During those intervals in which power amplifier 76 is conductive diode 84 is back-biased and current is increasing in control winding 26. However, when amplifier 76 is nonconductive, the voltage across winding 26 decreases to become near the voltage at ground. Any tendency of terminal 80 to become appreciably negative with respect to ground is limited to approximately -0.7 volts (1 diode drop) by forward conduction of diode 84. A protective circuit designated generally as 88 acts to protect amplifier 76 from excessive current requirements such as might occur if control winding 26 were short-circuited. Circuit 88 includes a voltage divider designated generally as 90 and including resistors 92 and 94 coupled between bus 58 and ground. A filter including capacitors 96 and 98 and a resistor 100 provides a reference voltage to the base of an NPN transistor 102. The collector of transistor 102 is connected to the output of amplifier 66 and the emitter is connected to terminal 80. If, for some reason, the output current from amplifier 76 should become excessive, the voltage drop across (low value, typically 0.21 ohms) resistor 78 is greatly increased. The polarity of this (increased) voltage drop is such as to increase the conduction through transistor 102. This increased conduction of transistor 102 diverts the output current from amplifier 66 from the effective (input) base of power amplifier 76. This results in greatly reduced conduction through amplifier 76, thereby affording useful protection of the components comprising amplifier 76. This circuit is similar to other arrangements used for regulator protection, referred to as "current-limiting" or "fold-back" type power supplies.
The main power-handling portion of the described regulator includes transformer and reactor iron, wire and rectifiers 40. Consequently, the arrangement is substantially impervious to the effects of turn-on transients. There are no controlled rectifiers which might fail and thereby destroy the tube. The iron core of the saturable reactor is not switched between saturation states, and therefore dissipates relatively little power.

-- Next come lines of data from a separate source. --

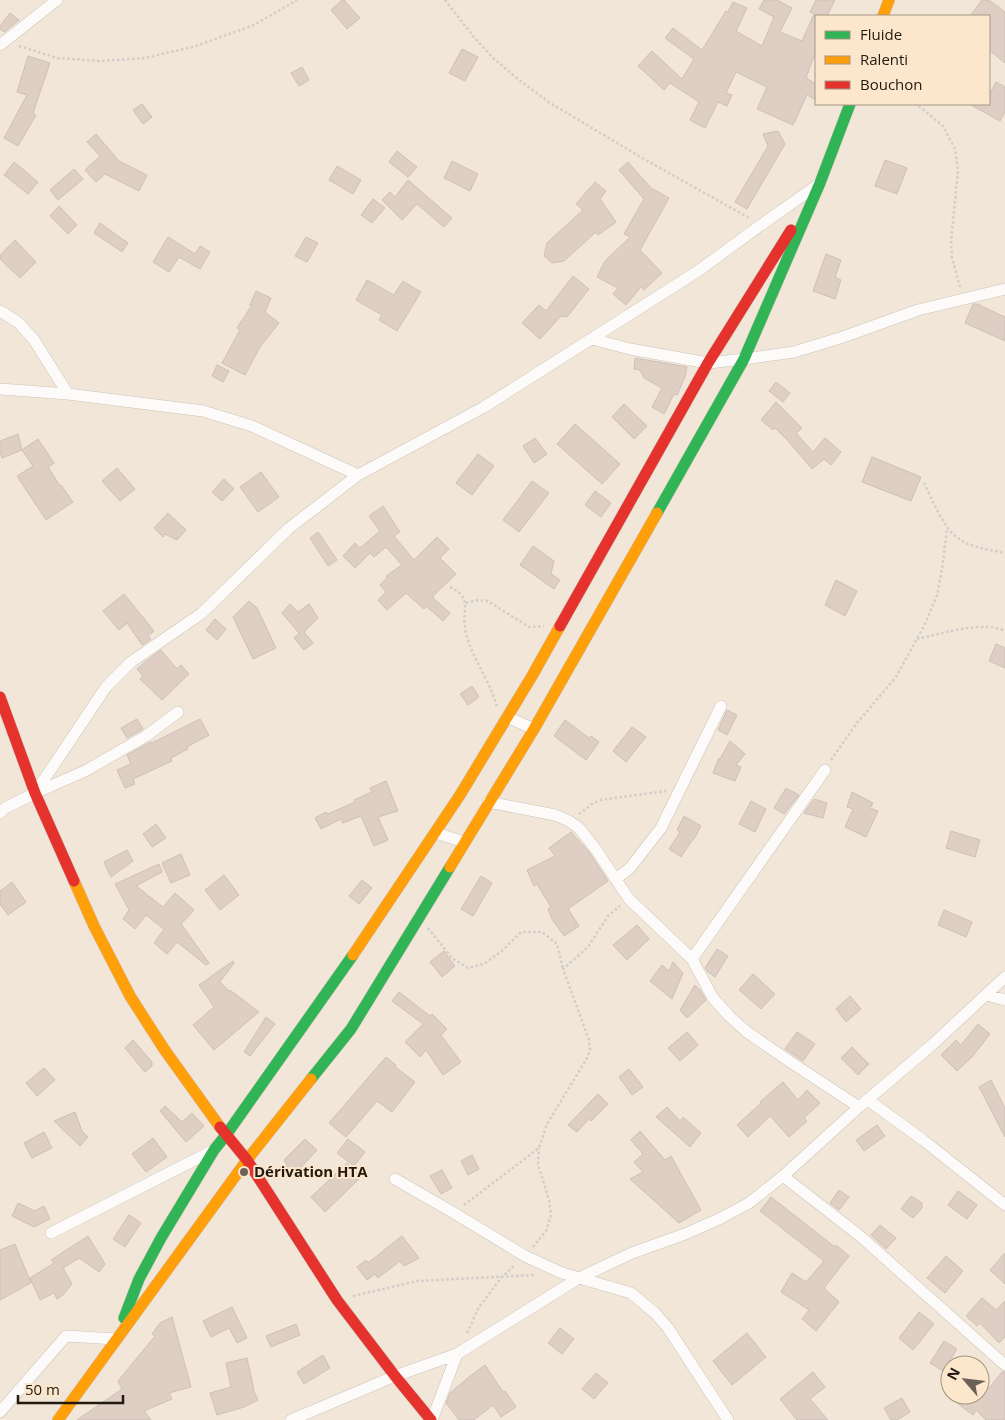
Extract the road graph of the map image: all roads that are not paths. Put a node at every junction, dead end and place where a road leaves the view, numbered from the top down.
1 (57, 0) edge
2 (889, 0) edge
3 (883, 15) edge
4 (3, 43) edge
5 (850, 105) edge
6 (820, 183) junction
7 (1005, 289) edge
8 (0, 310) edge
9 (592, 339) junction
10 (744, 359) junction
11 (708, 363) junction
12 (0, 389) edge
13 (68, 394) junction
14 (358, 476) junction
15 (0, 697) edge
16 (721, 706) dead end
17 (178, 712) dead end
18 (507, 717) junction
19 (534, 729) junction
20 (825, 770) road end
21 (35, 793) junction
22 (488, 802) junction
23 (2, 810) edge
24 (436, 833) junction
25 (464, 842) junction
26 (616, 879) junction
27 (692, 959) junction
28 (1005, 977) edge
29 (987, 995) junction
30 (1005, 1000) edge
31 (863, 1103) junction
32 (226, 1135) junction
33 (214, 1150) junction
34 (247, 1160) junction
35 (783, 1176) junction
36 (395, 1179) dead end
37 (1005, 1205) edge
38 (51, 1233) dead end
39 (579, 1278) junction
40 (116, 1339) junction
41 (457, 1354) junction
42 (1005, 1365) edge
43 (395, 1376) junction
44 (0, 1412) edge
45 (58, 1420) edge
46 (291, 1420) edge
47 (432, 1420) edge
48 (728, 1420) edge

1 - 4 street
2 - 3 main road
5 - 6 main road
6 - 9 street
6 - 10 main road
6 - 11 main road
7 - 10 street
8 - 13 street
9 - 11 street
9 - 14 street
10 - 11 street
10 - 19 main road
11 - 18 main road
12 - 13 street
13 - 14 street
14 - 21 street
15 - 21 main road
16 - 26 street
17 - 21 street
18 - 19 street
18 - 24 main road
19 - 22 main road
20 - 27 street
21 - 23 street
21 - 32 main road
22 - 25 main road
22 - 26 street
24 - 25 street
24 - 32 main road
25 - 34 main road
26 - 27 street
27 - 31 street
28 - 29 street
29 - 30 street
29 - 31 street
31 - 35 street
31 - 37 street
32 - 33 main road
32 - 34 main road
33 - 38 street
33 - 40 main road
34 - 40 main road
34 - 43 main road
35 - 39 street
35 - 42 street
36 - 39 street
39 - 41 street
39 - 48 street
40 - 44 street
40 - 45 main road
41 - 43 street
41 - 47 street
43 - 46 street
43 - 47 main road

Other embodiments of the invention will be obvious to those skilled in the art. For example, a single-phase system or a two-phase system may be used. Any known type of feedback control generator can be substituted for the one described. The wye secondary as described is advantageous because it allows fewer secondary turns than a delta for the high-current secondary, but a delta-connected secondary could be used. It is desirable to have at least one delta-connected winding in the transformer to provide a path for the flow of harmonic currents and to minimize waveform distortion, but as is known any combination of delta and wye windings can be used.